The Court dismissed the petition for writ of mandamus as moot for lack of jurisdiction. It reasoned that:

  • The only relief sought was an order compelling the Comptroller to issue a final, appealable decision in the contested case.
  • Once the Comptroller issued that final decision, “the dispute that gave rise to this mandamus petition” was extinguished.
  • Under Texas mootness doctrine, a case is moot “when a justiciable controversy no longer exists between the parties or when the parties no longer have a legally cognizable interest in the outcome.” Tex. Dep’t of Fam. & Protective Servs. v. N.J., 644 S.W.3d 189, 192 (Tex. 2022).
  • The Court therefore lacked jurisdiction to proceed further. It dismissed “without prejudice” to the Carlsons’ ability to seek relief again if necessary.

Chief Justice Blacklock emphasized that the Court’s institutional desire to clarify “regrettable” ambiguities in the law does not grant it power to issue advisory opinions:

“Resolution of ambiguity in the law is often a welcome consequence, we hope, of our resolution of disputes between parties.

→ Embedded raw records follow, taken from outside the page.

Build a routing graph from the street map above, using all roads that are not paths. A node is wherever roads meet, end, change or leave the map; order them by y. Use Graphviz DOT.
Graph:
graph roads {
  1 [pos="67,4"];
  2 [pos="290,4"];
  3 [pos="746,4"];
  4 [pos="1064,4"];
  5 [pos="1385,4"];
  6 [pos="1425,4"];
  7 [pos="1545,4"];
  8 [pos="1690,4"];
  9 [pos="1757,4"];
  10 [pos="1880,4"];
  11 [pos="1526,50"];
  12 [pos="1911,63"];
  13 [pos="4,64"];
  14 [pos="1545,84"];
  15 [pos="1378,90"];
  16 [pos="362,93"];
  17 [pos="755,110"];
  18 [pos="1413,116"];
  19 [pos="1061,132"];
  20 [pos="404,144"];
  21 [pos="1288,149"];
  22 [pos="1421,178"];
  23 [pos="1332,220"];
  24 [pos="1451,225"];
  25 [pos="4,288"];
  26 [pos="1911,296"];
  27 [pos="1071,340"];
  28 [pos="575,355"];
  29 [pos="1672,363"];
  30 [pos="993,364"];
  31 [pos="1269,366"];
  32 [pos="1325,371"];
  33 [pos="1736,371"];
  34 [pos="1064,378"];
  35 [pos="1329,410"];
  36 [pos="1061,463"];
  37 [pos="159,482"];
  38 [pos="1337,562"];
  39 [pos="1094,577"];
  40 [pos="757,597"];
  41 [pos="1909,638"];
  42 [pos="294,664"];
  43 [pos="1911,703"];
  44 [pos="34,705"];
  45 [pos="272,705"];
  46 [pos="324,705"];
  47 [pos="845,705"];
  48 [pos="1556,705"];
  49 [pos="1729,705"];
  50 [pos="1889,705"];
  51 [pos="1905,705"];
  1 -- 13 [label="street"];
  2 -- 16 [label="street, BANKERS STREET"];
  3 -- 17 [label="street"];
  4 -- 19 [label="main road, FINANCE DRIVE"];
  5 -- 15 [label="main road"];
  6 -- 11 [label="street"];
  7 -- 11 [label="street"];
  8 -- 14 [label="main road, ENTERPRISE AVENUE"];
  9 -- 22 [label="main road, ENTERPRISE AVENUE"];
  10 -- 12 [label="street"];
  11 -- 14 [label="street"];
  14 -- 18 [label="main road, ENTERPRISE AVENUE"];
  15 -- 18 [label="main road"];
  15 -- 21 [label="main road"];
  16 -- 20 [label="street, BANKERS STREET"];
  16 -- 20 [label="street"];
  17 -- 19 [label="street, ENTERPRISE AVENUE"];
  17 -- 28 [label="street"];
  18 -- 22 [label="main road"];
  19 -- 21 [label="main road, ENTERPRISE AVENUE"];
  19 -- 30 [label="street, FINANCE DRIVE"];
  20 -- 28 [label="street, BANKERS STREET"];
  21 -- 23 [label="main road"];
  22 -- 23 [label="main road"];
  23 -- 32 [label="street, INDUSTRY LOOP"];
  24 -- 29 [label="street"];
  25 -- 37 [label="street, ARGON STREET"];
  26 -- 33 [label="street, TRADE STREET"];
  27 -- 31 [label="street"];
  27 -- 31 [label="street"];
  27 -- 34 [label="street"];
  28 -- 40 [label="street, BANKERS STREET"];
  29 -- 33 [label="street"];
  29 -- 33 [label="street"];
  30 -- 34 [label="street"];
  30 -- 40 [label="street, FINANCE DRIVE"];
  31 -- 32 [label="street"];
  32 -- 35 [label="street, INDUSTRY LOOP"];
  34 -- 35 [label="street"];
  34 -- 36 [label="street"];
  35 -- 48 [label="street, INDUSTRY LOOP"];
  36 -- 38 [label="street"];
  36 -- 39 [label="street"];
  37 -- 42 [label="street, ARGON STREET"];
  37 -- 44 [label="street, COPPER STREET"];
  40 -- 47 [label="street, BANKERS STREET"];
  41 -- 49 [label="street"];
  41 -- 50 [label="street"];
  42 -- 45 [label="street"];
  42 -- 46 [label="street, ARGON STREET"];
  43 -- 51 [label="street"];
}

But our desire to resolve ambiguity in the law does not give us the power to do so. Only a genuine controversy between parties gives us that power, the judicial power, which is the power to resolve disputes.”

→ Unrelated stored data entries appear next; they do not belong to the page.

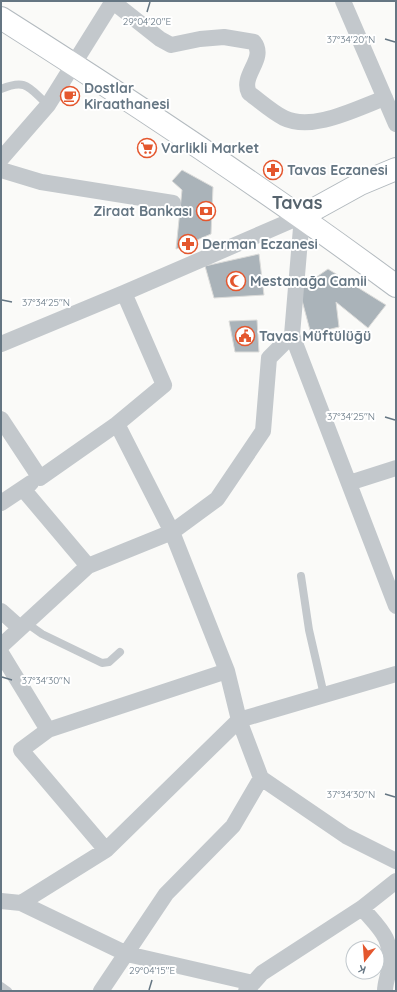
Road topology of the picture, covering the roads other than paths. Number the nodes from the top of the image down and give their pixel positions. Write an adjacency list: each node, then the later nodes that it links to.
1 (343, 1): 6 (street)
2 (107, 3): 4 (street); 6 (street)
3 (1, 18): 4 (main road)
4 (73, 64): 7 (street); 13 (main road)
5 (1, 89): 7 (lane)
6 (385, 98): 8 (street)
7 (48, 105): 9 (street)
8 (396, 124)
9 (1, 159)
10 (396, 169): 13 (main road)
11 (1, 170): 12 (street)
12 (173, 202)
13 (302, 216): 14 (main road); 15 (street); 16 (street)
14 (396, 286)
15 (124, 293): 17 (street); 19 (street)
16 (292, 335): 22 (street); 25 (street)
17 (1, 344)
18 (1, 419): 21 (street)
19 (117, 424): 21 (street); 25 (street)
20 (396, 468): 22 (street)
21 (40, 478): 23 (street)
22 (349, 483): 28 (street)
23 (23, 489): 24 (street); 26 (street)
24 (1, 503)
25 (172, 532): 26 (street); 34 (street)
26 (88, 566): 30 (street)
27 (301, 576): 36 (lane)
28 (396, 606)
29 (1, 612): 30 (street)
30 (22, 625): 31 (street); 32 (lane)
31 (1, 646)
32 (120, 652)
33 (1, 653): 38 (street)
34 (227, 671): 37 (street); 38 (street)
35 (396, 674): 36 (street)
36 (324, 695): 37 (street)
37 (239, 720): 39 (street); 40 (street)
38 (48, 730): 40 (street)
39 (260, 778): 41 (street); 46 (street)
40 (106, 850): 44 (street)
41 (396, 861)
42 (396, 881): 45 (street)
43 (1, 901): 44 (street)
44 (21, 903): 46 (street)
45 (362, 908): 48 (street); 51 (street)
46 (127, 954): 48 (street); 50 (street)
47 (1, 986): 49 (lane)
48 (250, 987)
49 (8, 991)
50 (101, 991)
51 (385, 991)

III. Precedents and Authorities Cited

A. Mosley v. Texas Health & Human Services Commission, 593 S.W.3d 250 (Tex. 2019)

The opinion opens with an extended citation to Mosley, specifically Chief Justice Blacklock’s concurring opinion, which had described modern administrative procedure as an “elaborate minefield” in which even attorneys struggle to determine when agency decisions are “final” and how to secure judicial review. In Mosley:

  • The plaintiff, Mosley, was denied access to judicial review because she was deemed to have failed to exhaust administrative remedies—even though she had followed the directions the agency itself gave her.
  • The Court ultimately vindicated her due‑process rights, recognizing that litigants cannot reasonably be penalized for relying on official (but erroneous) procedural guidance.
  • Chief Justice Blacklock’s concurrence stressed the systemic unfairness of a regime where “following the government’s instructions” can result in losing access to the courts.

In re Carlson invokes Mosley as a cautionary analogy:

  • The Carlsons, like Mosley, asked the government (here SOAH) for clear guidance on how to proceed—specifically, whether the ALJ’s dismissal was the final order or whether they should await Comptroller action.
  • SOAH answered that the ALJ’s order was not final and that the matter would return to the Comptroller.
  • The Comptroller later took the opposite view and used that retroactive interpretation to try to defeat the Carlsons’ access to judicial review.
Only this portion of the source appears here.